GOAL OF THE EXERCISE: Scan the listing beneath this sentence. Report each line with the word "Reyes".

EXERCISE INPUTS:
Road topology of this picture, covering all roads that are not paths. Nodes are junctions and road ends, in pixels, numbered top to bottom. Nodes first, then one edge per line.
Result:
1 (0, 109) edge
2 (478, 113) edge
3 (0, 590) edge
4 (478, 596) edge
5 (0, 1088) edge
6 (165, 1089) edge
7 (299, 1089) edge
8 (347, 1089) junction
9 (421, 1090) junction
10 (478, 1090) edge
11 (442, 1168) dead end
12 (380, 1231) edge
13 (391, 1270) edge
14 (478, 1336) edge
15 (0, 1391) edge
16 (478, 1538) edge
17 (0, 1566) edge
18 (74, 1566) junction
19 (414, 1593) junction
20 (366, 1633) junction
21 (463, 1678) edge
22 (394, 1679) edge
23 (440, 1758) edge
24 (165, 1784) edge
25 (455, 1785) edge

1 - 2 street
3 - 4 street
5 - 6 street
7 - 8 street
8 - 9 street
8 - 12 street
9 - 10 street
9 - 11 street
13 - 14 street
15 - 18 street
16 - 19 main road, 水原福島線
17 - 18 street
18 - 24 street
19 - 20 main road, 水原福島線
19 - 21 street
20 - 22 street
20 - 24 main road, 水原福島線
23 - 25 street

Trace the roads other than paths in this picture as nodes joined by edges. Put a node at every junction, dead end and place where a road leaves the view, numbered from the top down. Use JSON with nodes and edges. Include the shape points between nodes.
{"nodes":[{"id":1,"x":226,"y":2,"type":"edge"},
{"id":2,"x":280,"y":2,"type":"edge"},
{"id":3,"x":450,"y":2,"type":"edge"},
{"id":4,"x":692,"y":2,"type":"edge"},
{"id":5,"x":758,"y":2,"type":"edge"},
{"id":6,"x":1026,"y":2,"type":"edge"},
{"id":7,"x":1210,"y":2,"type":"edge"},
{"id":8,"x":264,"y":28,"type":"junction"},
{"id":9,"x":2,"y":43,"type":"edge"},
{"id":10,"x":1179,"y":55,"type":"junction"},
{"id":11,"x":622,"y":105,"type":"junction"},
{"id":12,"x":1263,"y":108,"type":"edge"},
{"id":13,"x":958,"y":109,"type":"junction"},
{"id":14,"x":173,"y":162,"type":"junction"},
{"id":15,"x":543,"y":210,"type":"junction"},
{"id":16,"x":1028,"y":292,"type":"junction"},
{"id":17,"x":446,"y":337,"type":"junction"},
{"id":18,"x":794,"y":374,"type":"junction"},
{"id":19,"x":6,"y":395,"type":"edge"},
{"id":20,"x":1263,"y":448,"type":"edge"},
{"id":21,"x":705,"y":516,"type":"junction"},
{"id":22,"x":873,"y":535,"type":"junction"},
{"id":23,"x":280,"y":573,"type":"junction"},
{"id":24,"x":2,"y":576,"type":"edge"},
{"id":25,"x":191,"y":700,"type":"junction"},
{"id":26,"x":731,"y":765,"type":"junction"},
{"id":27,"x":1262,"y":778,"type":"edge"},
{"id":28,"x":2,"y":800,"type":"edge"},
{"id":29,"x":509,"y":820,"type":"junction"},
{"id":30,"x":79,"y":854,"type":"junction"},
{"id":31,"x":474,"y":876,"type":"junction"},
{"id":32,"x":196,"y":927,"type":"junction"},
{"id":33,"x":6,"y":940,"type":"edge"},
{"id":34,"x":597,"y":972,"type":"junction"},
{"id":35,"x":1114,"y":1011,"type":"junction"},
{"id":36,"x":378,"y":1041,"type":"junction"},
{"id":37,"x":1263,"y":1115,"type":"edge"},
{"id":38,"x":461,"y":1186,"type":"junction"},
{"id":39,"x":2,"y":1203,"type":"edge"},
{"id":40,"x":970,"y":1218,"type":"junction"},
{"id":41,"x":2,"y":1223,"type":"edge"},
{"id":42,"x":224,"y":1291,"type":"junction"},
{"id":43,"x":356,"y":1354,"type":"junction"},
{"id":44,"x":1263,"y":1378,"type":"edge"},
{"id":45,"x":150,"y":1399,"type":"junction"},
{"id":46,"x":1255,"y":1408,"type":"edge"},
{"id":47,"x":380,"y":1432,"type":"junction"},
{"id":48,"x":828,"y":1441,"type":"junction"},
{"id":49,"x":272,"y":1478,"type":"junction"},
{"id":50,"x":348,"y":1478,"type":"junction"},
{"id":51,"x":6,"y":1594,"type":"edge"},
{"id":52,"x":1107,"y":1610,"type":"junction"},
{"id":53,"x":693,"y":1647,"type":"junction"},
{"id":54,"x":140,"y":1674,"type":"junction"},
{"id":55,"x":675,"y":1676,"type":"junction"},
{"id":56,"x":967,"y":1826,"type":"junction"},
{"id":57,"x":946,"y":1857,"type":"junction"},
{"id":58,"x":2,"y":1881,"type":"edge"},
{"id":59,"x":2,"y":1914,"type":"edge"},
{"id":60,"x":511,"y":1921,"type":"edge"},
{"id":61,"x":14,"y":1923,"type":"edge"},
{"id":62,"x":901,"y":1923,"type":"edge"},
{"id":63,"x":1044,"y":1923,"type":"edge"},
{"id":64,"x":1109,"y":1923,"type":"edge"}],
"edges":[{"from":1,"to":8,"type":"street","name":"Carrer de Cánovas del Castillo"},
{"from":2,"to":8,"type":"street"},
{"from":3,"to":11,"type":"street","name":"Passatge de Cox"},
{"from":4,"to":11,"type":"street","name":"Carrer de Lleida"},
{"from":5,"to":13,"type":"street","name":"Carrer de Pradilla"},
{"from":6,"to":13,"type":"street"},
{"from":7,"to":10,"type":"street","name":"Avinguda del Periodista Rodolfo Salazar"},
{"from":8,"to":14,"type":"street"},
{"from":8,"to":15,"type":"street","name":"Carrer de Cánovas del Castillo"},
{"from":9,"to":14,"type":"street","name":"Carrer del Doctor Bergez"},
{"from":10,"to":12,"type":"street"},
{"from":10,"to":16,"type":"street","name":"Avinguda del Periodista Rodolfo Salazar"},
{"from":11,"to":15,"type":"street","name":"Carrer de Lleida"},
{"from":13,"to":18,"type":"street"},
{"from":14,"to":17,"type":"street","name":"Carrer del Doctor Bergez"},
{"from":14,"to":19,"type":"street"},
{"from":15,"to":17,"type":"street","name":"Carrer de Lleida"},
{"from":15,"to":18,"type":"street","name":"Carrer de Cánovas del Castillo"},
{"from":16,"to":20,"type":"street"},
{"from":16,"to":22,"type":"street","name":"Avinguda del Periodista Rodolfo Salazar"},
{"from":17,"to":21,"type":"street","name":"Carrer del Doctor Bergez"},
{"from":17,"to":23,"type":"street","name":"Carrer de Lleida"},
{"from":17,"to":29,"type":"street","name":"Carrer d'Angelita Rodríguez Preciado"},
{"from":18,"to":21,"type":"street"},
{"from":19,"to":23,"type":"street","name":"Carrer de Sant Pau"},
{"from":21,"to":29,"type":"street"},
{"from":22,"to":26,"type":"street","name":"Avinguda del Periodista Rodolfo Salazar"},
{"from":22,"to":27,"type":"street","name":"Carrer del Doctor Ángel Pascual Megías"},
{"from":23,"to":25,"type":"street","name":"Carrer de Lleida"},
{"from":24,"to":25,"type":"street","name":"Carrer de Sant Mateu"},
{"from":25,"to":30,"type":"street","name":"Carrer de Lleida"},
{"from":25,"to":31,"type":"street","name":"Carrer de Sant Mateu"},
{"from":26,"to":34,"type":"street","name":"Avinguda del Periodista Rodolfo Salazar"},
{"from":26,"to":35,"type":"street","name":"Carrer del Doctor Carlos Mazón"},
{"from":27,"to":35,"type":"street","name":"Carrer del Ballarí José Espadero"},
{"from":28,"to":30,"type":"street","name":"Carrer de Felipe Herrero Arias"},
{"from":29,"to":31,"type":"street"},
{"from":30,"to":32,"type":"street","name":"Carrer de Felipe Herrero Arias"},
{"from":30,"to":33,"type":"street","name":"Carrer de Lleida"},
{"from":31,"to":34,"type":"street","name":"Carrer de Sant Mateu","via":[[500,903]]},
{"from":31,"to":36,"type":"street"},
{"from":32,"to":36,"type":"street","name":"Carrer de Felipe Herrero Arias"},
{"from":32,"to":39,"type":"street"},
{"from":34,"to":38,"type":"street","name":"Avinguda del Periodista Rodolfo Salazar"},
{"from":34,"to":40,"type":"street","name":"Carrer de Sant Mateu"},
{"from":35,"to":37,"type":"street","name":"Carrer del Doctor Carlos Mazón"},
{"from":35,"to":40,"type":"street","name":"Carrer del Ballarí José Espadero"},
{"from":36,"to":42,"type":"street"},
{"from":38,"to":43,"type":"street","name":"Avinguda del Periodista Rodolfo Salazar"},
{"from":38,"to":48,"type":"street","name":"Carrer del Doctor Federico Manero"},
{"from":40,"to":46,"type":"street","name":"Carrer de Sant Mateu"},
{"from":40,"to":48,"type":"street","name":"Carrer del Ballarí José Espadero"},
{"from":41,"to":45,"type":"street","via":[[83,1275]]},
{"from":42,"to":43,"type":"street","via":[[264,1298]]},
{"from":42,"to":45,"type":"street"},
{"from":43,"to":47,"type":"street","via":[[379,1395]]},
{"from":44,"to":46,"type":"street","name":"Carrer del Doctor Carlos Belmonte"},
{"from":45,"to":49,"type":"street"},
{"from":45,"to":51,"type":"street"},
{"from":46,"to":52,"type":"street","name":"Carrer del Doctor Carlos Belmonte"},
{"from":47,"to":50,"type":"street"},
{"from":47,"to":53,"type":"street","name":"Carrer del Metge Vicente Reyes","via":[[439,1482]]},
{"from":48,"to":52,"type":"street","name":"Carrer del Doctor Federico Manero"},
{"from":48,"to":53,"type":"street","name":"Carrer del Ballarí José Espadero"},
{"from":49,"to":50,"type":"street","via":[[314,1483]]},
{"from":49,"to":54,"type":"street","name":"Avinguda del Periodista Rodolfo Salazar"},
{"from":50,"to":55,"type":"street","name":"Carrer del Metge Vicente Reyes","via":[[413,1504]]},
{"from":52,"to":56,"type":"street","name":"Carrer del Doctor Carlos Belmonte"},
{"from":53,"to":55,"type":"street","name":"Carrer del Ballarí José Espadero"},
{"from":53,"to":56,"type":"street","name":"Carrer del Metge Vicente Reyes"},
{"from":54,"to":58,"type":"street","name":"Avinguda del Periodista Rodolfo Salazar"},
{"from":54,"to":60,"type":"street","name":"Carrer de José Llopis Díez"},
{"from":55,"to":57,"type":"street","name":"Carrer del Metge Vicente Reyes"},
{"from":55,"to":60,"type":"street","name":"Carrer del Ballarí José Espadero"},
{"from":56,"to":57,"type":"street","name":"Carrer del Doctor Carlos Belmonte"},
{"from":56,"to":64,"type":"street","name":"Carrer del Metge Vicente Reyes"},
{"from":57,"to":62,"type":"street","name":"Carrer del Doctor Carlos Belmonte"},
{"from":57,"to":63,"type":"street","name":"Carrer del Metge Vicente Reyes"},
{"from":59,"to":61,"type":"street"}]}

EXERCISE RESPONSE:
{"from":47,"to":53,"type":"street","name":"Carrer del Metge Vicente Reyes","via":[[439,1482]]},
{"from":50,"to":55,"type":"street","name":"Carrer del Metge Vicente Reyes","via":[[413,1504]]},
{"from":53,"to":56,"type":"street","name":"Carrer del Metge Vicente Reyes"},
{"from":55,"to":57,"type":"street","name":"Carrer del Metge Vicente Reyes"},
{"from":56,"to":64,"type":"street","name":"Carrer del Metge Vicente Reyes"},
{"from":57,"to":63,"type":"street","name":"Carrer del Metge Vicente Reyes"},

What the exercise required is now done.